I’m very grateful for the unorthodox movie education I got as a result of publishing Film Score Monthly, and producing our CDs.
From Star Trek, I discovered George Duning—and in seeking out any of his feature scores on CD, I discovered Picnic.
And in actually watching Picnic, I discovered the extraordinary dance scene, in which Duning’s gorgeous love theme is overlaid onto the old standard, “Moonglow.”
The sexual chemistry and heat between Kim Novak and William Holden is off the charts.
It probably doesn’t seem like much today, but if you understand the sexual repression of the period, this is like an orgy.
This scene was something of a cultural touchstone in the 1950s (I think?), but aside from some of our older collectors and hardcore cineastes today, I wonder who really knows it?
I learned a lot about the playwright of the underlying material, William Inge, when we released the Jerry Goldsmith score to The Stripper (based on Inge’s play, A Loss of Roses). I dove into research so that I actually had some context to write the liner notes.
When screenwriting, I steal from this stuff all the time.

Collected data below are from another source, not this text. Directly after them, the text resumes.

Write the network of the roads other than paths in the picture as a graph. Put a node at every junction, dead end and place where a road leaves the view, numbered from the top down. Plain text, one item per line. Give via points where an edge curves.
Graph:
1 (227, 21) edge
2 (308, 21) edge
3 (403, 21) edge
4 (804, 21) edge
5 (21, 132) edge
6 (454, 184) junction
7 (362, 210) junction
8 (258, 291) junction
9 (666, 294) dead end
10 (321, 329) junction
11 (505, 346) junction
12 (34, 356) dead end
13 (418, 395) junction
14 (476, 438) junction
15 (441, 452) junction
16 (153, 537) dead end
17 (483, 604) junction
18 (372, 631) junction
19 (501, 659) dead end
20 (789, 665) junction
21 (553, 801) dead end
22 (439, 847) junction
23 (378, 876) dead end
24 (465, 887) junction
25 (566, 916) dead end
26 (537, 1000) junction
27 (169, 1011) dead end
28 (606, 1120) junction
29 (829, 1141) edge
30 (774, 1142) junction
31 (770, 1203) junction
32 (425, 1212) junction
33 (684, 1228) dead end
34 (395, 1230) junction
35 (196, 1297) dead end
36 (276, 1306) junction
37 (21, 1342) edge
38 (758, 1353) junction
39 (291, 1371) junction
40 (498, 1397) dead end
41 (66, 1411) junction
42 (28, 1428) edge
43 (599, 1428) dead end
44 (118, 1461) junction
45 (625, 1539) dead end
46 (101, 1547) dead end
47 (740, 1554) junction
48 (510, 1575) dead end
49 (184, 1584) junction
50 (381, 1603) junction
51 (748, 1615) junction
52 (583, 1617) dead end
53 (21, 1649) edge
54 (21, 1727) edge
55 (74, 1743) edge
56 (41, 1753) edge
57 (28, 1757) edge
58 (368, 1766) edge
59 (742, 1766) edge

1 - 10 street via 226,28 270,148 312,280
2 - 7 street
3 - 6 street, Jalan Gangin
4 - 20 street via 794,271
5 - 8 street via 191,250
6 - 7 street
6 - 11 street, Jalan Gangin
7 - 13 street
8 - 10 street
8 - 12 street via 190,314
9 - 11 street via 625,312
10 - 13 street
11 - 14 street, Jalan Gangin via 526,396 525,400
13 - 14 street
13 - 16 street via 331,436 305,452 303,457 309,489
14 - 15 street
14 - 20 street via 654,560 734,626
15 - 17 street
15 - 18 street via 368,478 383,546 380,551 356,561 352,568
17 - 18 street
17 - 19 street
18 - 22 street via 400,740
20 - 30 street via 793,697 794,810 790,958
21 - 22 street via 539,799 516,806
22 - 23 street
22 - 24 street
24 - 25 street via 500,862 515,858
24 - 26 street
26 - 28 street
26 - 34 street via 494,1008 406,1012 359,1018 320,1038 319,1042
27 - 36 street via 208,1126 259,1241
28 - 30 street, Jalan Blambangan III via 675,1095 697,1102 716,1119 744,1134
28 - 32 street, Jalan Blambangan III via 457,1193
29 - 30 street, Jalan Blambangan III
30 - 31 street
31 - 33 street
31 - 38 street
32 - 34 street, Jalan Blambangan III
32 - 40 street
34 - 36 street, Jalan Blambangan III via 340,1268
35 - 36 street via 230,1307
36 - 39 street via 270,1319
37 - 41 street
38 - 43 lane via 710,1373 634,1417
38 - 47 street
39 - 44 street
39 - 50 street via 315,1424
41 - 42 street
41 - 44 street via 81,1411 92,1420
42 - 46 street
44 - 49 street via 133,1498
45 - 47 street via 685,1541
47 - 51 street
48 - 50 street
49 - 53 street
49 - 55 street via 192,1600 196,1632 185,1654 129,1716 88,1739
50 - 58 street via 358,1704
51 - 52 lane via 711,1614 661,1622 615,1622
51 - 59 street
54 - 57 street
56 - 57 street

Like, all the time.
Not exactly, and not just for the sake of it, but because I’m trying to figure out what’s actually going on in the story I’m trying to tell—and typically, there’s a library of images, scenes and often musical moments that runs through my head.
Oftentimes the right one just pops up and I got, “Oh, we’re doing Picnic. So get them onto the dance floor, dummy.”
So I’m really grateful to have been exposed to so much wonderful material, particularly from time periods are that aren’t our own.
If you steal from the present, it can be pretty obvious. But when you steal from the past, just the nature of repurposing old content tends to reinvent it and disguise it.
I hope!
In William Holden's biography it says that he refused to do the dance unless they paid him a stunt fee for , and even then he had to get drunk first.